Uma maioria esmagadora dos trabalhadores da VW Autoeuropa rejeitou sexta-feira o pré-acordo alcançado pela Comissão de Trabalhadores para a implementação de novos horários por turnos mediante uma compensação financeira de 175 euros acima do valor previsto na legislação.

Segundo disse à agência Lusa fonte da CT da Autoeuropa, 74,8% dos trabalhadores rejeitaram o pré-acordo alcançado com a administração da empresa para a implementação dos novos horários por turnos, que obteve apenas 23,4% de votos favoráveis num universo de 3.472 votantes.

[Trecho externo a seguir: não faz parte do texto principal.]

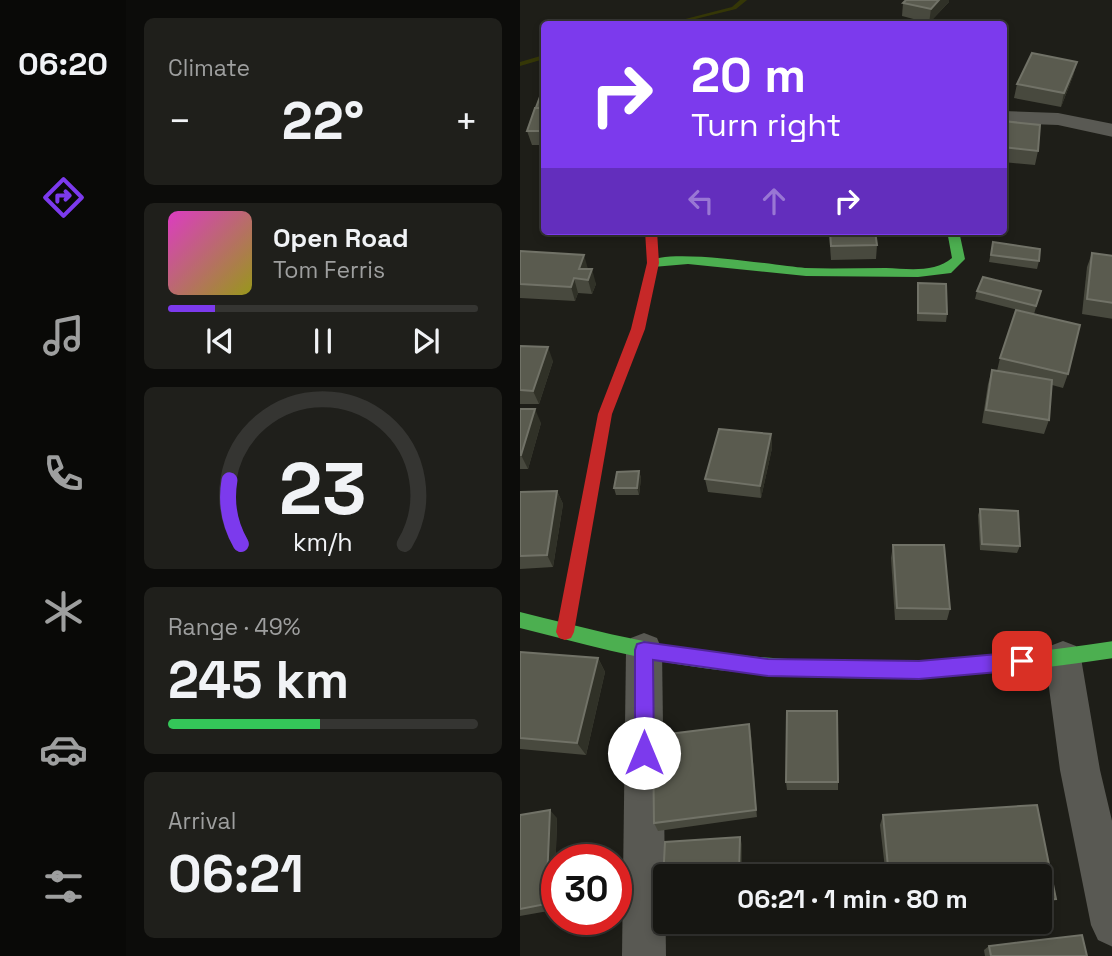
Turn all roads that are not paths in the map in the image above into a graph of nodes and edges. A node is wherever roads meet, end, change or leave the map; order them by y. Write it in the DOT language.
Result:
graph roads {
  1 [pos="1007,117"];
  2 [pos="1112,131"];
  3 [pos="651,235"];
  4 [pos="954,235"];
  5 [pos="653,264"];
  6 [pos="520,620"];
  7 [pos="565,632"];
  8 [pos="1112,649"];
  9 [pos="644,650"];
  10 [pos="1063,658"];
  11 [pos="1112,925"];
  12 [pos="644,956"];
  1 -- 2 [label="street"];
  3 -- 5 [label="street"];
  4 -- 5 [label="street"];
  5 -- 7 [label="street"];
  6 -- 7 [label="street"];
  7 -- 9 [label="street"];
  8 -- 10 [label="street"];
  9 -- 10 [label="street"];
  9 -- 12 [label="street"];
  10 -- 11 [label="street"];
}
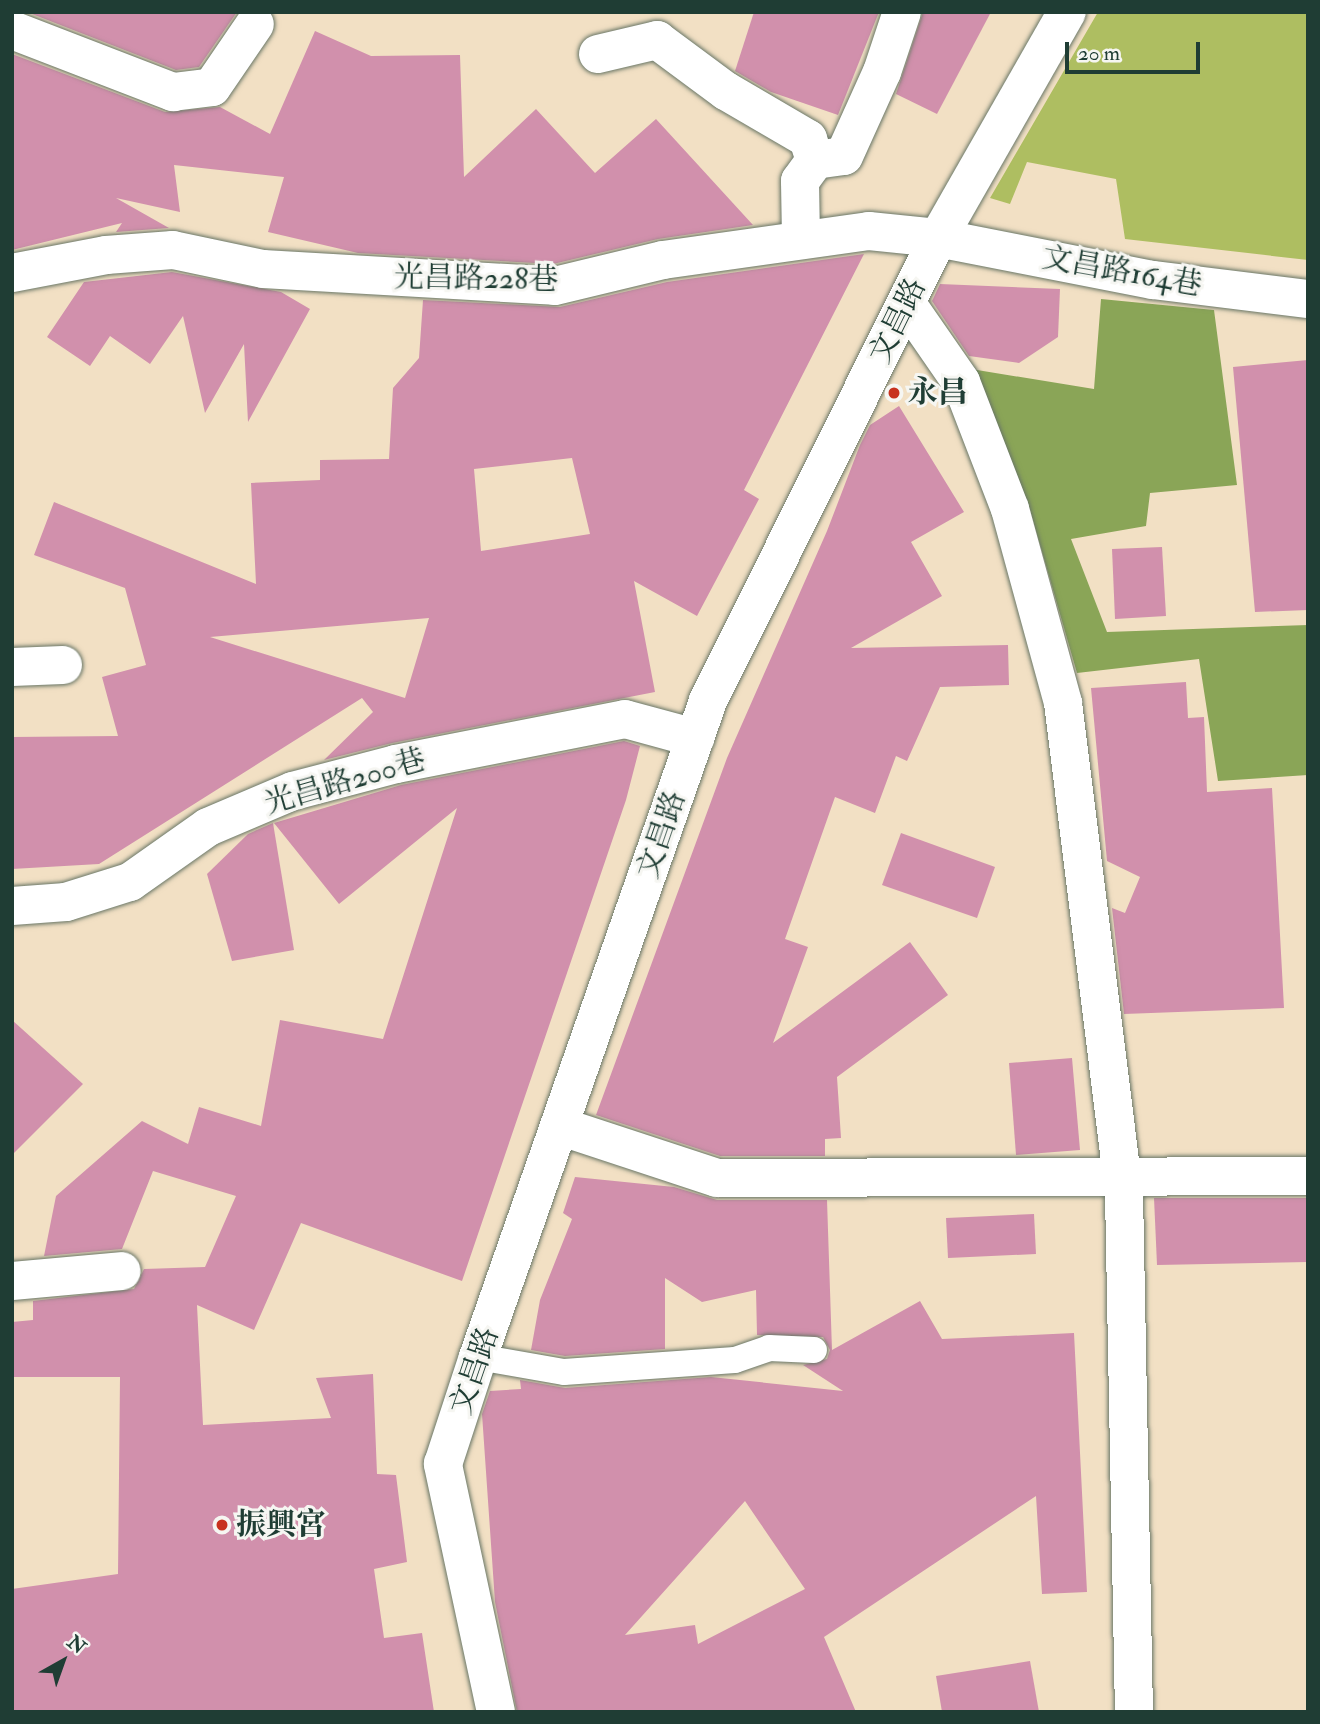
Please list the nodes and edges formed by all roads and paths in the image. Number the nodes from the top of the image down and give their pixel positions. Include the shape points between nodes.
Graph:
1 (902, 12) edge
2 (1067, 12) edge
3 (255, 24) dead end
4 (12, 30) edge
5 (598, 54) dead end
6 (815, 160) junction
7 (938, 238) junction
8 (800, 239) junction
9 (12, 273) edge
10 (1308, 299) edge
11 (907, 304) junction
12 (63, 665) dead end
13 (12, 667) edge
14 (695, 737) junction
15 (12, 905) edge
16 (562, 1127) junction
17 (1122, 1175) junction
18 (1308, 1176) edge
19 (122, 1271) dead end
20 (12, 1281) edge
21 (814, 1350) dead end
22 (478, 1357) junction
23 (496, 1712) edge
24 (1133, 1712) edge

1 - 6 street via 882,72 844,156
2 - 7 street, 文昌路
3 - 4 street via 212,87 173,92
5 - 6 street via 657,40 726,91 808,139
6 - 8 street via 800,181
7 - 8 street, 光昌路228巷 via 869,231
7 - 10 street, 文昌路164巷 via 1153,280
7 - 11 street, 文昌路
8 - 9 street, 光昌路228巷 via 663,260 555,285 263,269 173,250 106,255
11 - 14 street, 文昌路 via 708,701
11 - 17 street via 961,382 1010,509 1063,703
12 - 13 street
14 - 15 street, 光昌路200巷 via 625,719 396,764 293,791 208,827 130,882 66,902
14 - 16 street, 文昌路
16 - 17 street via 717,1178
16 - 22 street, 文昌路
17 - 18 street
17 - 24 street
19 - 20 street
21 - 22 lane via 769,1348 735,1360 564,1372
22 - 23 street, 文昌路 via 443,1464

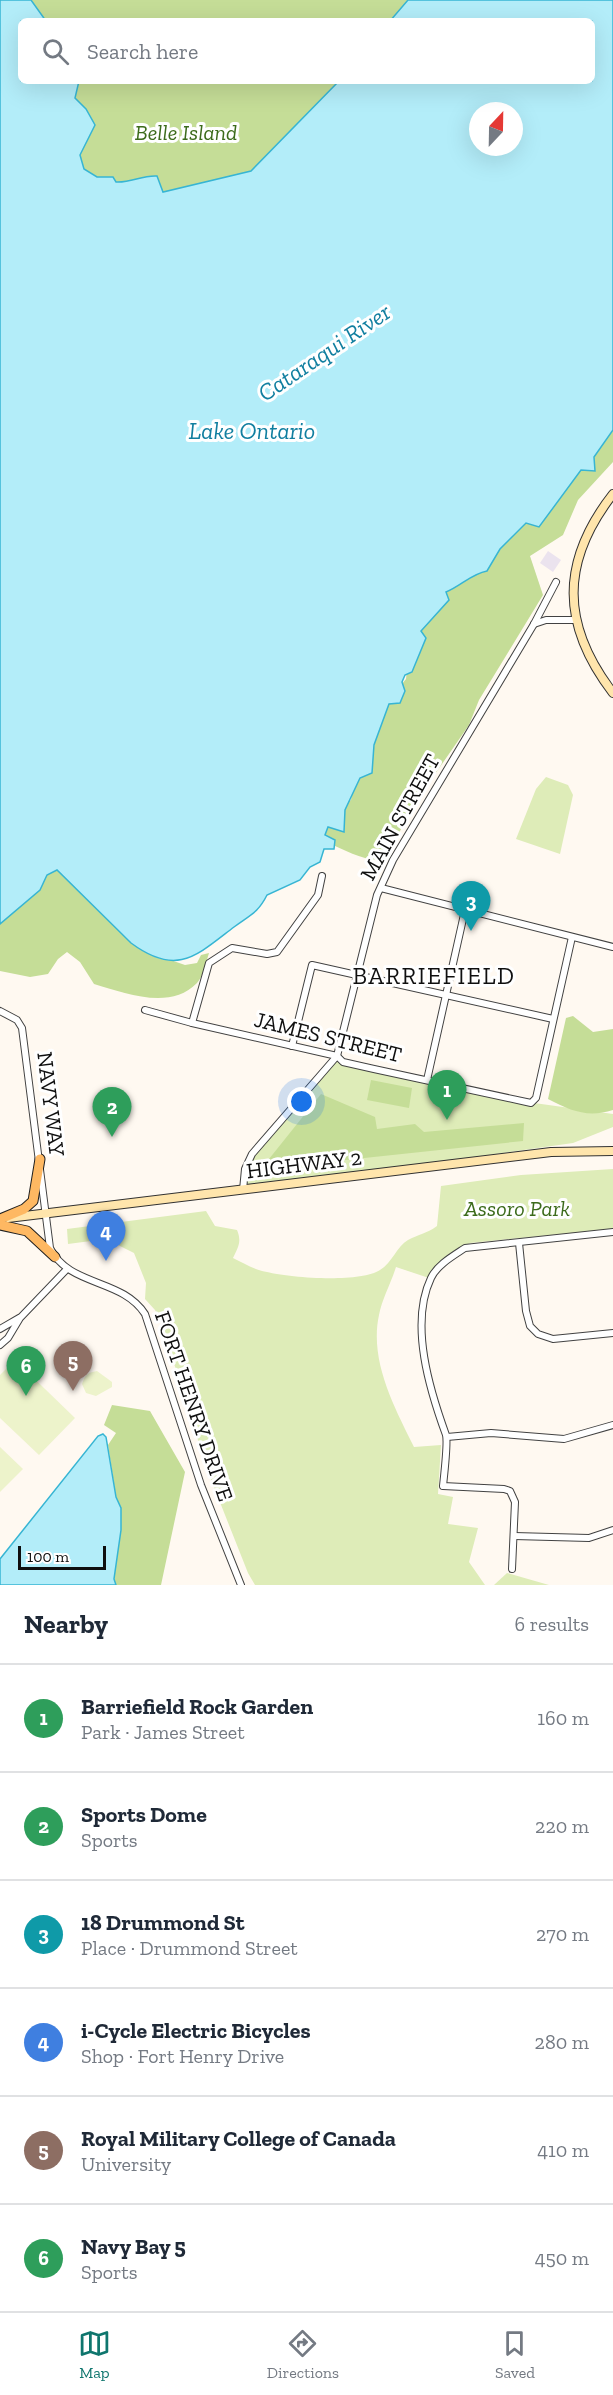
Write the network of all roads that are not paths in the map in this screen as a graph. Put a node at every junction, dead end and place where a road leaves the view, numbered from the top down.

“Conseguimos negociar uma compensação financeira para os horários que a empresa pretende implementar para assegurar a produção do novo veículo T-Roc, sendo que esses horários são legais e deverão ser aplicados pela empresa, apesar desta votação”, disse à agência Lusa o coordenador da Comissão de Trabalhadores da Autoeuropa, Fernando Sequeira.

“Receio que os trabalhadores que votaram pelo `não´ ao pré-acordo não tenham percebido que pode estar em causa, pelo menos, uma parte da produção do novo veículo T-Roc na Autoeuropa”, acrescentou o coordenador da CT, que se escusou a explicar até que ponto a recusa do pré-acordo poderá comprometer o futuro da fábrica de Palmela.

Em comunicação enviada sexta-feira aos funcionários da Autoeuropa, o responsável pelos Recursos Humanos e Produção da Volkswagen, Jürgen Haase, lembrava que a Volkswagen tinha investido muito dinheiro para produzir o novo veículo T-Roc na fábrica de Palmela, advertindo também que os níveis de produção previstos exigiam novos horários, de três turnos, e trabalho aos sábados.

Não é a primeira vez que os trabalhadores da Autoeuropa rejeitam um pré-acordo negociado pela Comissão de Trabalhadores, situação que já tinha ocorrido em julho de 2009. Resta saber se, tal como aconteceu no passado, administração e trabalhadores serão capazes de encontrar forma de ultrapassar as divergências.

Os trabalhadores da Autoeuropa anunciaram a realização de uma greve de 24 horas para o próximo dia 30 de Agosto.

 

Sindicato da CGTP saúda “coragem” dos trabalhadores

O sindicato dos Trabalhadores das Industriais Transformadoras, Energia e Actividades do Ambiente do Sul (SITE), afecto à CGTP, saudou a “coragem” dos trabalhadores “contra a chantagem, a pressão e a carta do director Recursos Humanos da marca da WW apelar voto no sim”.

Em comunicado enviado ao DIÁRIO DA REGIÃO, o SITE acrescenta que com esta votação “prevalece a vontade dos trabalhadores” e esclarece que “o motivo que levou os trabalhadores a votarem massivamente no ‘não’, é uma alternativa profunda na vida pessoal, familiar e social que a administração da WW/AE procura insistente em querer aplicar ou contrário do que tem andado a veicular na opinião pública”.

O sindicato informa que tem uma reunião marcada, com a administração da Autoeuropa, para a próxima quarta-feira (2), às 11 horas, e que “para facilitar a negociação”, disponibiliza-se “para retirar o pré-aviso de greve para o dia 30 de Agosto de 2017 se a empresa retirar a sua proposta de horário de segunda a sábado”.